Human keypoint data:
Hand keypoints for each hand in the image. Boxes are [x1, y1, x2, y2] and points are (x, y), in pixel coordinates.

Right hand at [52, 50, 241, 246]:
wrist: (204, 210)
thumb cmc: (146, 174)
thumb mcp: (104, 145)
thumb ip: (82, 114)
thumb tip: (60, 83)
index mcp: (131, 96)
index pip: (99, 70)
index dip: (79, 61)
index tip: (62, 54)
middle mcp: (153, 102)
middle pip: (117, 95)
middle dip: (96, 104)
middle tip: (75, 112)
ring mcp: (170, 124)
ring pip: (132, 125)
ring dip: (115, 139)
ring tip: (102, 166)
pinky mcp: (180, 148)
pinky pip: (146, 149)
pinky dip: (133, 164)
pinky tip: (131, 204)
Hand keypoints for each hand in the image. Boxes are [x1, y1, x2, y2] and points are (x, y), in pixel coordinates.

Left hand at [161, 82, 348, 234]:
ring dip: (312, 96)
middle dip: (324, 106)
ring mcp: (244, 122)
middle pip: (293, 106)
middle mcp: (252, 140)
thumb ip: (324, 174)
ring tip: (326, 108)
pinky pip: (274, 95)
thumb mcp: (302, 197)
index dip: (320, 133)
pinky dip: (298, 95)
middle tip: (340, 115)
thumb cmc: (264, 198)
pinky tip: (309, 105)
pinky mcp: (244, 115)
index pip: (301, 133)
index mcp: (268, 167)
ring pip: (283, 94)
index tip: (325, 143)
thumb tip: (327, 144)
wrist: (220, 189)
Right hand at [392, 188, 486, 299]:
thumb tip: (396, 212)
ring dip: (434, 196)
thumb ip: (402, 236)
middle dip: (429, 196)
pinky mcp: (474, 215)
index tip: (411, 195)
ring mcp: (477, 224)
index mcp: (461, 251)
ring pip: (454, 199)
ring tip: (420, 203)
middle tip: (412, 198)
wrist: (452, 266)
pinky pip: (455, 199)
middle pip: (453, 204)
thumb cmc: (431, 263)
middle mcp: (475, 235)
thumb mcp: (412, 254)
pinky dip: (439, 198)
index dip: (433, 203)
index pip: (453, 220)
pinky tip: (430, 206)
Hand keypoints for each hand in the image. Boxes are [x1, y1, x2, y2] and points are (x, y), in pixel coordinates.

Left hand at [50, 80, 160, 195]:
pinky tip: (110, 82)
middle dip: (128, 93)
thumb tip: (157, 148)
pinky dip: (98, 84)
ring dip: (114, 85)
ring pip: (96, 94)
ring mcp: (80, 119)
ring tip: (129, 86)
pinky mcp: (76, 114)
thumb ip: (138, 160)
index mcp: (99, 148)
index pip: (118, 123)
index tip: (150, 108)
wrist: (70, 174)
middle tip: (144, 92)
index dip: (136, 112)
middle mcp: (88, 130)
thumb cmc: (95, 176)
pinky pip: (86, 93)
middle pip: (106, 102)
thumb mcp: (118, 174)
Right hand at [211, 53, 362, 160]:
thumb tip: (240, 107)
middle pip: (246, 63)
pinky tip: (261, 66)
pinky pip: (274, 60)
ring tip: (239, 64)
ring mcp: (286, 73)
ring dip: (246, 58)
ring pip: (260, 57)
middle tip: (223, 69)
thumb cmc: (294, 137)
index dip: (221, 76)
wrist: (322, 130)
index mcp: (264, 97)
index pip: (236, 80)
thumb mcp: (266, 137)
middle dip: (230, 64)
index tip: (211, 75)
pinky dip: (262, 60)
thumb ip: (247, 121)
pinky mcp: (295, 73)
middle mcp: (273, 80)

> **What is required**:
Among the records above, only the lines between the line holding "ring tip: (326, 108)" and the line holding "wrist: (220, 189)", inclusive, are to be output, exactly as written.

> **Answer for the task**:
ring tip: (326, 108)
pinky pip: (274, 95)
thumb mcp: (302, 197)
index dip: (320, 133)
pinky dip: (298, 95)
middle tip: (340, 115)
thumb cmc: (264, 198)
pinky tip: (309, 105)
pinky mcp: (244, 115)
index pip: (301, 133)
index mcp: (268, 167)
ring pip: (283, 94)
index tip: (325, 143)
thumb tip: (327, 144)
wrist: (220, 189)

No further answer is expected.